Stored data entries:
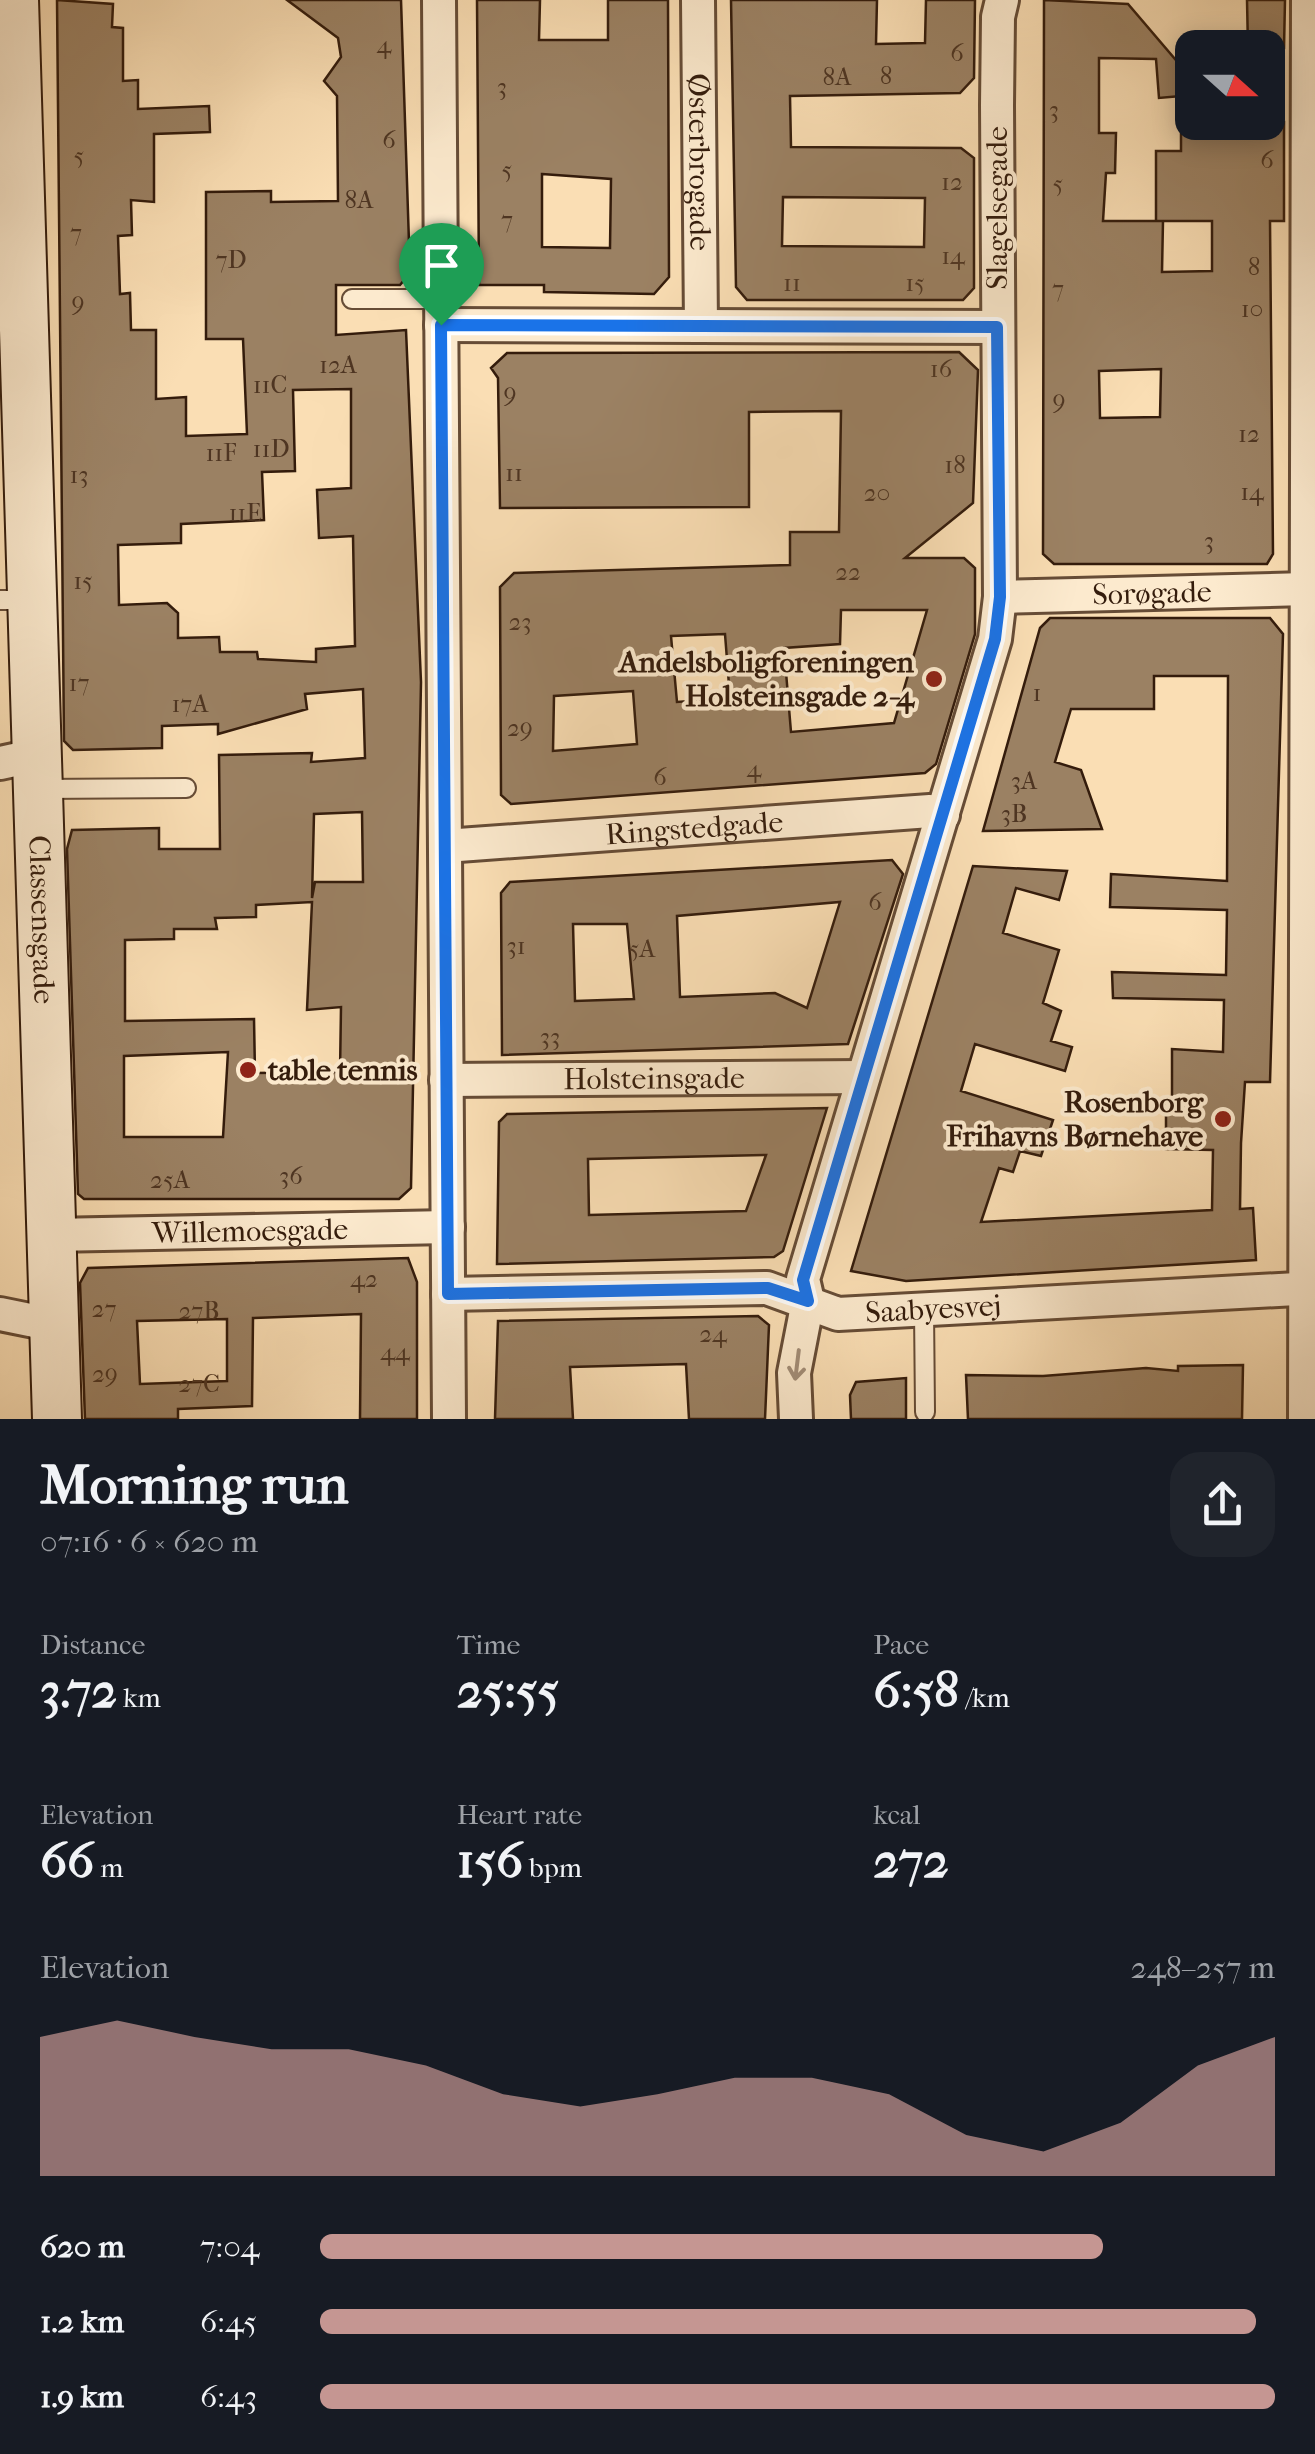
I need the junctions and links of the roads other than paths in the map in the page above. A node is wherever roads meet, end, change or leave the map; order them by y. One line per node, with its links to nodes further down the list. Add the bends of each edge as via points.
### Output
1 (14, 0): 12 (street, Classensgade)
2 (439, 0): 7 (street)
3 (698, 0): 8 (street, Østerbrogade)
4 (1002, 0): 9 (street, Slagelsegade)
5 (1308, 0): 10 (street)
6 (352, 299): 7 (lane)
7 (441, 312): 8 (street); 17 (street)
8 (701, 326): 9 (street)
9 (997, 327): 11 (street, Slagelsegade)
10 (1306, 588): 11 (street, Sorøgade); 13 (street)
11 (1000, 597): 16 (street, via 995,639)
12 (16, 600): 14 (street, Classensgade)
13 (1310, 754): 18 (street)
14 (25, 769): 15 (lane); 22 (street, Classensgade)
15 (186, 788)
16 (943, 816): 17 (street, Ringstedgade); 19 (street)
17 (445, 846): 20 (street)
18 (1310, 1004): 23 (street)
19 (863, 1076): 20 (street, Holsteinsgade); 25 (street, via 803,1280)
20 (446, 1080): 21 (street)
21 (448, 1227): 22 (street, Willemoesgade); 24 (street)
22 (52, 1235): 28 (street, Classensgade)
23 (1309, 1289): 26 (street, Saabyesvej); 33 (street)
24 (448, 1294): 25 (street, Saabyesvej, via 768,1288); 31 (street)
25 (808, 1301): 26 (street, Saabyesvej, via 838,1314); 32 (street, one-way to 32, via 794,1374)
26 (924, 1310): 29 (lane)
27 (0, 1314): 28 (street)
28 (54, 1325): 30 (street, Classensgade)
29 (925, 1412)
30 (57, 1419)
31 (449, 1419)
32 (796, 1419)
33 (1306, 1419)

DIRECTIONS FOR THIS TASK:
All of the lines above must be repeated without alteration, though the pictures are to be excluded.

RESPONSE TO THE EXERCISE:
I need the junctions and links of the roads other than paths in the map in the page above. A node is wherever roads meet, end, change or leave the map; order them by y. One line per node, with its links to nodes further down the list. Add the bends of each edge as via points.
### Output
1 (14, 0): 12 (street, Classensgade)
2 (439, 0): 7 (street)
3 (698, 0): 8 (street, Østerbrogade)
4 (1002, 0): 9 (street, Slagelsegade)
5 (1308, 0): 10 (street)
6 (352, 299): 7 (lane)
7 (441, 312): 8 (street); 17 (street)
8 (701, 326): 9 (street)
9 (997, 327): 11 (street, Slagelsegade)
10 (1306, 588): 11 (street, Sorøgade); 13 (street)
11 (1000, 597): 16 (street, via 995,639)
12 (16, 600): 14 (street, Classensgade)
13 (1310, 754): 18 (street)
14 (25, 769): 15 (lane); 22 (street, Classensgade)
15 (186, 788)
16 (943, 816): 17 (street, Ringstedgade); 19 (street)
17 (445, 846): 20 (street)
18 (1310, 1004): 23 (street)
19 (863, 1076): 20 (street, Holsteinsgade); 25 (street, via 803,1280)
20 (446, 1080): 21 (street)
21 (448, 1227): 22 (street, Willemoesgade); 24 (street)
22 (52, 1235): 28 (street, Classensgade)
23 (1309, 1289): 26 (street, Saabyesvej); 33 (street)
24 (448, 1294): 25 (street, Saabyesvej, via 768,1288); 31 (street)
25 (808, 1301): 26 (street, Saabyesvej, via 838,1314); 32 (street, one-way to 32, via 794,1374)
26 (924, 1310): 29 (lane)
27 (0, 1314): 28 (street)
28 (54, 1325): 30 (street, Classensgade)
29 (925, 1412)
30 (57, 1419)
31 (449, 1419)
32 (796, 1419)
33 (1306, 1419)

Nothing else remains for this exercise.